**PROVIDED RECORDS**
┄┄┄┄┄┄┄┄┄┄┄┄┄┄┄┄┄┄┄┄

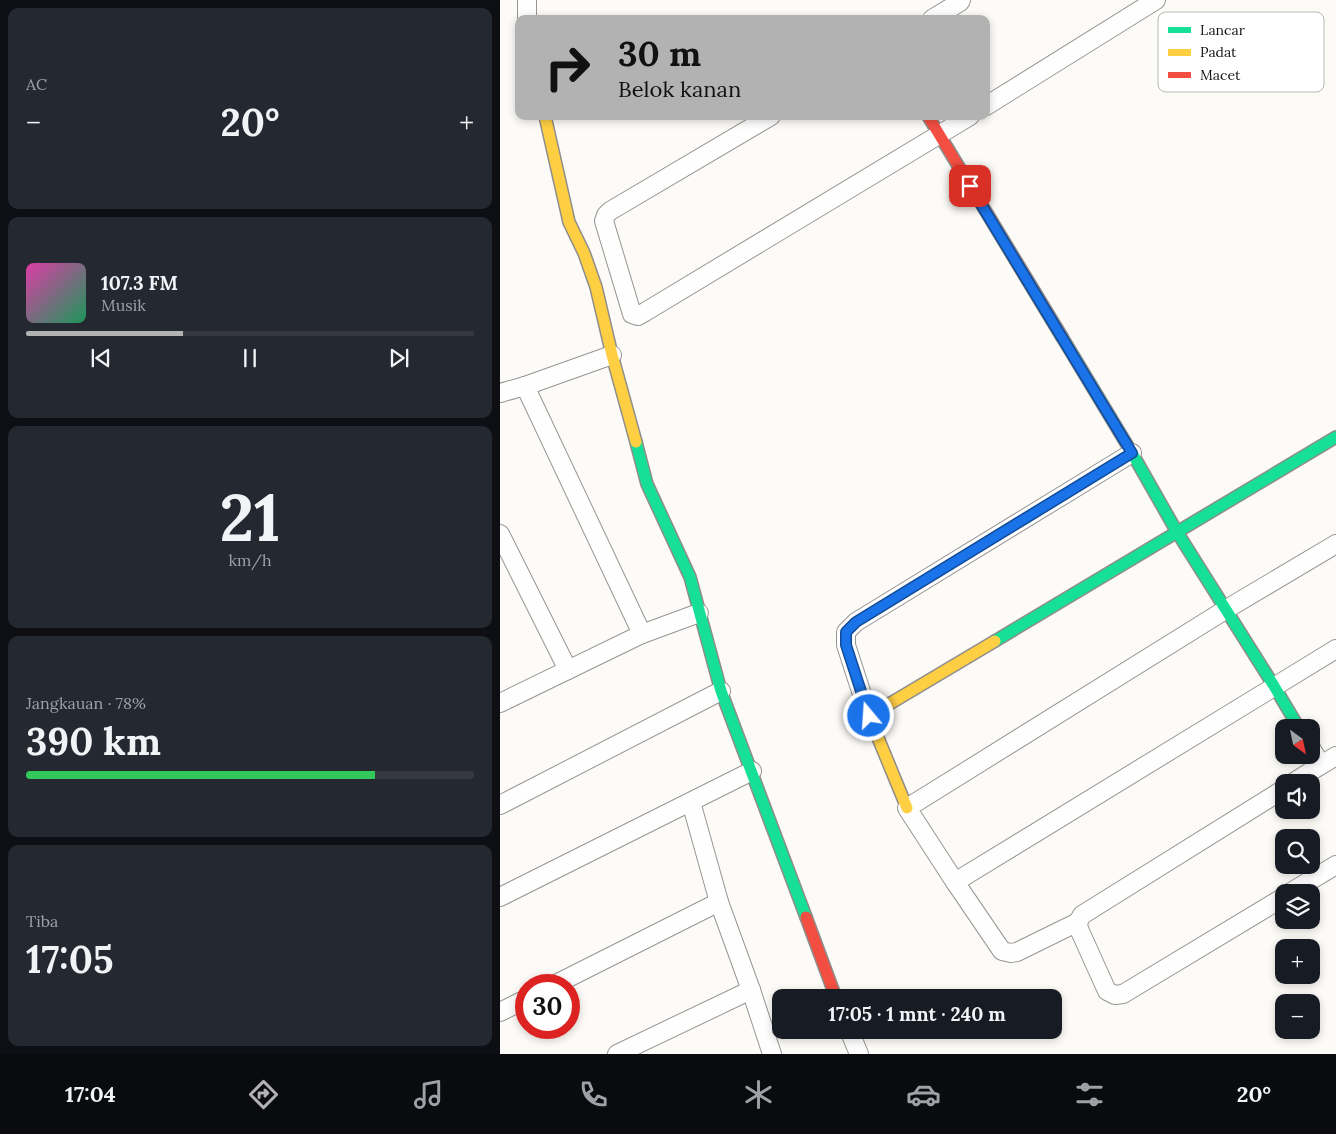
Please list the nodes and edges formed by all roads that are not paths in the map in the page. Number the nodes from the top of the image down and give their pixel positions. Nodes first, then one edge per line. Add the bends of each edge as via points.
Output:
1 (527, 0) edge
2 (1156, 0) edge
3 (961, 1) edge
4 (527, 15) edge
5 (938, 15) edge
6 (990, 104) edge
7 (547, 120) edge
8 (764, 120) edge
9 (930, 120) edge
10 (964, 120) edge
11 (939, 136) junction
12 (612, 355) junction
13 (525, 386) junction
14 (500, 394) edge
15 (1336, 437) edge
16 (1132, 453) junction
17 (1177, 532) junction
18 (500, 534) edge
19 (1336, 544) edge
20 (1225, 610) junction
21 (700, 613) junction
22 (642, 634) junction
23 (1336, 649) edge
24 (568, 670) junction
25 (1274, 686) junction
26 (721, 691) junction
27 (500, 703) edge
28 (869, 716) junction
29 (1294, 719) edge
30 (1329, 761) edge
31 (752, 771) junction
32 (1307, 774) edge
33 (1275, 795) edge
34 (691, 802) junction
35 (500, 806) edge
36 (907, 808) junction
37 (1336, 865) edge
38 (955, 882) junction
39 (1304, 884) edge
40 (500, 897) edge
41 (719, 902) junction
42 (1275, 902) edge
43 (1078, 922) junction
44 (576, 974) edge
45 (833, 989) edge
46 (751, 990) junction
47 (515, 1004) edge
48 (500, 1012) edge
49 (853, 1039) edge
50 (617, 1054) edge
51 (772, 1054) edge
52 (859, 1054) edge

1 - 4 street
2 - 6 street
3 - 5 street
7 - 12 street via 569,222 596,287
8 - 11 street via 606,216 604,221 632,314 638,316 645,312
9 - 11 street
10 - 11 street
11 - 16 street
12 - 13 street
12 - 21 street via 647,484 690,577
13 - 14 street
13 - 22 street
15 - 17 street
16 - 17 street
16 - 28 street via 856,622 846,632 846,645
17 - 20 street
17 - 28 street
18 - 24 street
19 - 20 street
20 - 25 street
20 - 36 street
21 - 22 street
21 - 26 street
22 - 24 street
23 - 25 street
24 - 27 street
25 - 29 street
25 - 38 street
26 - 31 street
26 - 35 street
28 - 36 street
30 - 32 street
31 - 34 street
31 - 45 street
33 - 43 street via 1082,915
34 - 40 street
34 - 41 street
36 - 38 street
37 - 39 street
38 - 43 street via 1002,951 1017,952
41 - 44 street
41 - 46 street
42 - 43 street via 1123,994 1115,995 1107,991
46 - 50 street
46 - 51 street
47 - 48 street
49 - 52 street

┄┄┄┄┄┄┄┄┄┄┄┄┄┄┄┄┄┄┄┄

**ASSIGNMENT**
Retype each line above exactly and leave out any picture.

**EXERCISE RESPONSE**
Please list the nodes and edges formed by all roads that are not paths in the map in the page. Number the nodes from the top of the image down and give their pixel positions. Nodes first, then one edge per line. Add the bends of each edge as via points.
Output:
1 (527, 0) edge
2 (1156, 0) edge
3 (961, 1) edge
4 (527, 15) edge
5 (938, 15) edge
6 (990, 104) edge
7 (547, 120) edge
8 (764, 120) edge
9 (930, 120) edge
10 (964, 120) edge
11 (939, 136) junction
12 (612, 355) junction
13 (525, 386) junction
14 (500, 394) edge
15 (1336, 437) edge
16 (1132, 453) junction
17 (1177, 532) junction
18 (500, 534) edge
19 (1336, 544) edge
20 (1225, 610) junction
21 (700, 613) junction
22 (642, 634) junction
23 (1336, 649) edge
24 (568, 670) junction
25 (1274, 686) junction
26 (721, 691) junction
27 (500, 703) edge
28 (869, 716) junction
29 (1294, 719) edge
30 (1329, 761) edge
31 (752, 771) junction
32 (1307, 774) edge
33 (1275, 795) edge
34 (691, 802) junction
35 (500, 806) edge
36 (907, 808) junction
37 (1336, 865) edge
38 (955, 882) junction
39 (1304, 884) edge
40 (500, 897) edge
41 (719, 902) junction
42 (1275, 902) edge
43 (1078, 922) junction
44 (576, 974) edge
45 (833, 989) edge
46 (751, 990) junction
47 (515, 1004) edge
48 (500, 1012) edge
49 (853, 1039) edge
50 (617, 1054) edge
51 (772, 1054) edge
52 (859, 1054) edge

1 - 4 street
2 - 6 street
3 - 5 street
7 - 12 street via 569,222 596,287
8 - 11 street via 606,216 604,221 632,314 638,316 645,312
9 - 11 street
10 - 11 street
11 - 16 street
12 - 13 street
12 - 21 street via 647,484 690,577
13 - 14 street
13 - 22 street
15 - 17 street
16 - 17 street
16 - 28 street via 856,622 846,632 846,645
17 - 20 street
17 - 28 street
18 - 24 street
19 - 20 street
20 - 25 street
20 - 36 street
21 - 22 street
21 - 26 street
22 - 24 street
23 - 25 street
24 - 27 street
25 - 29 street
25 - 38 street
26 - 31 street
26 - 35 street
28 - 36 street
30 - 32 street
31 - 34 street
31 - 45 street
33 - 43 street via 1082,915
34 - 40 street
34 - 41 street
36 - 38 street
37 - 39 street
38 - 43 street via 1002,951 1017,952
41 - 44 street
41 - 46 street
42 - 43 street via 1123,994 1115,995 1107,991
46 - 50 street
46 - 51 street
47 - 48 street
49 - 52 street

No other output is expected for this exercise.